Why interpret at all? Back in the mid to early 90's I started embedding C++ compilers into the game engines I wrote, where the "game scripting language" was just #define macros hiding the C++ syntax so the game level developers, who worked in this script, could be basically anyone that could code. Their "script" would compile to a DLL that was hot loaded. What they were doing in their scripts would compile in under 5 seconds, and they were good to go. If they ran into problems, one of the game engine developers would just run their "script" in the IDE debugger.
Borrowed this idea from Nothing Real, the developers of Shake, the video/film compositing system.
The advantage of a lot of scripting tech is some form of REPL, which is really just a super-fast code-compile-run loop. In your example, "why?" boils down to how useful/painful those five seconds-per-change are. Maybe that adds up and slows the coder down, or maybe it's no big deal. It all kind of depends on the workflow and how fast you need to be able to iterate on code changes. Moving to a scripted interpreter would eliminate that wait period at the cost of runtime performance, which might be a valuable business tradeoff.
FWIW, that "script" solution sounds awesome for the time. I'll add that five seconds to build a hot-loaded DLL in the 90's is really, really good performance for that solution, regardless of its role as a scripting alternative. Today, that would probably be mere milliseconds to compile - impossible to distinguish from an embedded LUA or JS solution.
But the "interpretation" is kind of in name only. When you run your program there's still going to be a compilation step, it's just the interpreter will merge it with the run step, and it will do it every time you run the program. I'm with the GP, I don't understand the advantage of this approach over traditional AOT compilation (actually this isn't even JIT, it's just deferred AOT).
Yes, any modern OS lets any process load into its memory space binaries from anywhere the user has permissions, even if those are binaries it generated just now.

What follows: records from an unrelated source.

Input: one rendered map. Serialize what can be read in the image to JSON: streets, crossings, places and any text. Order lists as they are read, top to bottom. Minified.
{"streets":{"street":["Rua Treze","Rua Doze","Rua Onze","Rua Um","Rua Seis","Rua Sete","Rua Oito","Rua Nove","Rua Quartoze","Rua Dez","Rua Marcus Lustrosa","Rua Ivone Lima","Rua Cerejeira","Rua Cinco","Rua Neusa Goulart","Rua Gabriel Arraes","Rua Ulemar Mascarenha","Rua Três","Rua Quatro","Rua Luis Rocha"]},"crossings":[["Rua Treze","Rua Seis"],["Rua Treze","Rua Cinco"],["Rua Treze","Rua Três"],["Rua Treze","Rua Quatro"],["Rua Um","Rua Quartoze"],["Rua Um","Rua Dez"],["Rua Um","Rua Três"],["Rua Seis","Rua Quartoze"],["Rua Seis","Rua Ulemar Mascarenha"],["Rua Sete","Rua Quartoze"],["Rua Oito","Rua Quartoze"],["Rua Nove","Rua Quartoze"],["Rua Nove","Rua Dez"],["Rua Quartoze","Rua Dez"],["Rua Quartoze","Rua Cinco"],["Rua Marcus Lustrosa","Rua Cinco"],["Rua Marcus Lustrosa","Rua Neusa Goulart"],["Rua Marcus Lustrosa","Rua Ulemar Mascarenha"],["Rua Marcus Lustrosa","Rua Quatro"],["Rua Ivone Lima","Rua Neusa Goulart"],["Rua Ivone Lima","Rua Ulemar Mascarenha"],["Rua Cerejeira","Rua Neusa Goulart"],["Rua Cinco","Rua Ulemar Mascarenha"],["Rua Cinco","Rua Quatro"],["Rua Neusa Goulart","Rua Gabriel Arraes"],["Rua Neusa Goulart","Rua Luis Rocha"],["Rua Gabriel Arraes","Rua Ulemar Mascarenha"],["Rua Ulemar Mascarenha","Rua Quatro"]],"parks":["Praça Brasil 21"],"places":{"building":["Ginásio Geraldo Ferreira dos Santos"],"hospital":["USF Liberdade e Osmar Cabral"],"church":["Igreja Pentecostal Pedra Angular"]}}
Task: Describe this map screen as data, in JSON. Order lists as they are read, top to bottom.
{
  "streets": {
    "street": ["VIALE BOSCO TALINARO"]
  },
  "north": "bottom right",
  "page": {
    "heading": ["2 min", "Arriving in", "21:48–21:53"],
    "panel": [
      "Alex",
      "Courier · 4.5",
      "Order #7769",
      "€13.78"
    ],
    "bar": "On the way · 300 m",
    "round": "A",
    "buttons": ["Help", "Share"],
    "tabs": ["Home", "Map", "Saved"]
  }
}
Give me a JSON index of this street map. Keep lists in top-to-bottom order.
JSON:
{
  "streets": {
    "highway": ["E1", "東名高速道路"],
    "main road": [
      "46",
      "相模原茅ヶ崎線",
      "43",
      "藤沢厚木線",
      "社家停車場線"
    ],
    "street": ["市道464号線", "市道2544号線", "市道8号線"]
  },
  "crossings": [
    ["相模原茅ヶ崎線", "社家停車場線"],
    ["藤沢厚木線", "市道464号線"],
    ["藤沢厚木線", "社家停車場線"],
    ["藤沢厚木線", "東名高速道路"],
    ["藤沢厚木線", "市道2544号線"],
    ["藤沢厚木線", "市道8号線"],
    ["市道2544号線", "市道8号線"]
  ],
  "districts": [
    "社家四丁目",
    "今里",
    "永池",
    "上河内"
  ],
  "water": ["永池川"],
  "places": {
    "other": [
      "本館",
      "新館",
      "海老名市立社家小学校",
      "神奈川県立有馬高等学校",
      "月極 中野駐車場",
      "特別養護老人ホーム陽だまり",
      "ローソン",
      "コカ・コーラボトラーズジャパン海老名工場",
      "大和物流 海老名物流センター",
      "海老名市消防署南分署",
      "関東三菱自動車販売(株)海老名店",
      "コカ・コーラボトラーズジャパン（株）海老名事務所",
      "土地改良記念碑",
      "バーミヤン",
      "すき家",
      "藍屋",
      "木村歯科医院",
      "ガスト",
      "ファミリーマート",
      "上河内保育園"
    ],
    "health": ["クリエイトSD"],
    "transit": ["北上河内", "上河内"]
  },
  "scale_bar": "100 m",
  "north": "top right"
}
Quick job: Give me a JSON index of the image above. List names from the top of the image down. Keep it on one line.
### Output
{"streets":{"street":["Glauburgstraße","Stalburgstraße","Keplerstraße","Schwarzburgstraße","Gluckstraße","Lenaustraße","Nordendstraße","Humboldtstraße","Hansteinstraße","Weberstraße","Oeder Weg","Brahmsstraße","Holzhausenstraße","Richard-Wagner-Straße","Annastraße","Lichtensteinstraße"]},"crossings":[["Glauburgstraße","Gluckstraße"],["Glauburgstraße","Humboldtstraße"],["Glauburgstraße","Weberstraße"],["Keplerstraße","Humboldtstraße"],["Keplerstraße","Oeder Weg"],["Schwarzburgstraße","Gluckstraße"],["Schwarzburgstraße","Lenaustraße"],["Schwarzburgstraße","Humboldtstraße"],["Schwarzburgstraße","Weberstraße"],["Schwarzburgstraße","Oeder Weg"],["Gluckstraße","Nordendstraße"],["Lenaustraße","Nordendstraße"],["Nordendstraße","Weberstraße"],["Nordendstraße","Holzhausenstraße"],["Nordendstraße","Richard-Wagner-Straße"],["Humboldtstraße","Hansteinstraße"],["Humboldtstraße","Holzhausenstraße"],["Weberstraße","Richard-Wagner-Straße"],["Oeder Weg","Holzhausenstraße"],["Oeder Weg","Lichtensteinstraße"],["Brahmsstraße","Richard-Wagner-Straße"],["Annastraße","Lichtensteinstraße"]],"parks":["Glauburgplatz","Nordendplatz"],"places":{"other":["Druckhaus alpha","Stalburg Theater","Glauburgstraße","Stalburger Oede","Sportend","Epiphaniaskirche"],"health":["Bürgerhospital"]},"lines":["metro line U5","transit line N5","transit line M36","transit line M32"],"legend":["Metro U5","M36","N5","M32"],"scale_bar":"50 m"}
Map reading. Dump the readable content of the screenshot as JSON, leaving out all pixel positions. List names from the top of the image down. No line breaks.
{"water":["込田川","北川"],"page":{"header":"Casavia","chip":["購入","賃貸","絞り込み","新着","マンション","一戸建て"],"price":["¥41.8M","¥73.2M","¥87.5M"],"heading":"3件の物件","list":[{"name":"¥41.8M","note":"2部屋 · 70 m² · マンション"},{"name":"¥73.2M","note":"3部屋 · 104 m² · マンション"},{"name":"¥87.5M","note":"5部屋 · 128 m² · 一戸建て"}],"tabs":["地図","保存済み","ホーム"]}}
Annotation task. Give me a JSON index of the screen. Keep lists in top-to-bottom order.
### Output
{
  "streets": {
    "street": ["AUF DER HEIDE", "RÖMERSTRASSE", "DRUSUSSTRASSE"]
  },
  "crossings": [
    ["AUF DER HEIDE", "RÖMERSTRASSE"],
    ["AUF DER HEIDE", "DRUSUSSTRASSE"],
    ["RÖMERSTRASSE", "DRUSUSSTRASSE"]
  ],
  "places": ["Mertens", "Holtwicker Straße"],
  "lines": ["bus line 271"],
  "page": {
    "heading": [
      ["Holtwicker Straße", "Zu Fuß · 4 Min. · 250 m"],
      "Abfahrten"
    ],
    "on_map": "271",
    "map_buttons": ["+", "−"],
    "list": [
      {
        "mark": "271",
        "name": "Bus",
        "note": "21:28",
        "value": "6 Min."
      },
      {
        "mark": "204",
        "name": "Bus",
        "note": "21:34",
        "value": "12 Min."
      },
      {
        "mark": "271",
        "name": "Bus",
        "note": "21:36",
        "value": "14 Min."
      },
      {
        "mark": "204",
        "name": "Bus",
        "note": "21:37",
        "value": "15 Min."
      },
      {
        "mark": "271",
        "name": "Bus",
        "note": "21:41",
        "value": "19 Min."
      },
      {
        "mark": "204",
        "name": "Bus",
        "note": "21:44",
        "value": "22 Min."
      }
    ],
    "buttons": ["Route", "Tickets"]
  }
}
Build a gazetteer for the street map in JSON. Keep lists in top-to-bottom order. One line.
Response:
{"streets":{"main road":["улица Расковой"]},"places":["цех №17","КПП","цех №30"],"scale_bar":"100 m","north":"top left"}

It can be a security problem if the binaries are generated from untrusted sources (e.g. you download some, say, Haskell, compile it and run it fully automatically).
> All memory blocks that are allocated from this heap allow code execution, if the hardware enforces data execution prevention. Use this flag heap in applications that run code from the heap. If HEAP_CREATE_ENABLE_EXECUTE is not specified and an application attempts to run code from a protected page, the application receives an exception with the status code STATUS_ACCESS_VIOLATION.
I think POSIX has equivalent memory protection calls, but no equivalent to HeapCreate
But you can still call VirtualAlloc(), VirtualProtect(), and LoadLibrary(), so this isn't really a security mechanism, but more of a safety mechanism.
I don't think Windows provides a mechanism to disable creating any further executable pages, although I've seen Chrome do it by hooking those functions (and I know it because I've had to bypass it :)).
I wouldn't expect windows to prevent creating further executable pages; there are legitimate use cases for creating dynamically allocated executable memory. It just means that whatever foreign data you load into those pages can't execute, which is a security mechanism (for example, game save data can be loaded into these heaps so that you can load all game state but without the save file potentially running foreign code)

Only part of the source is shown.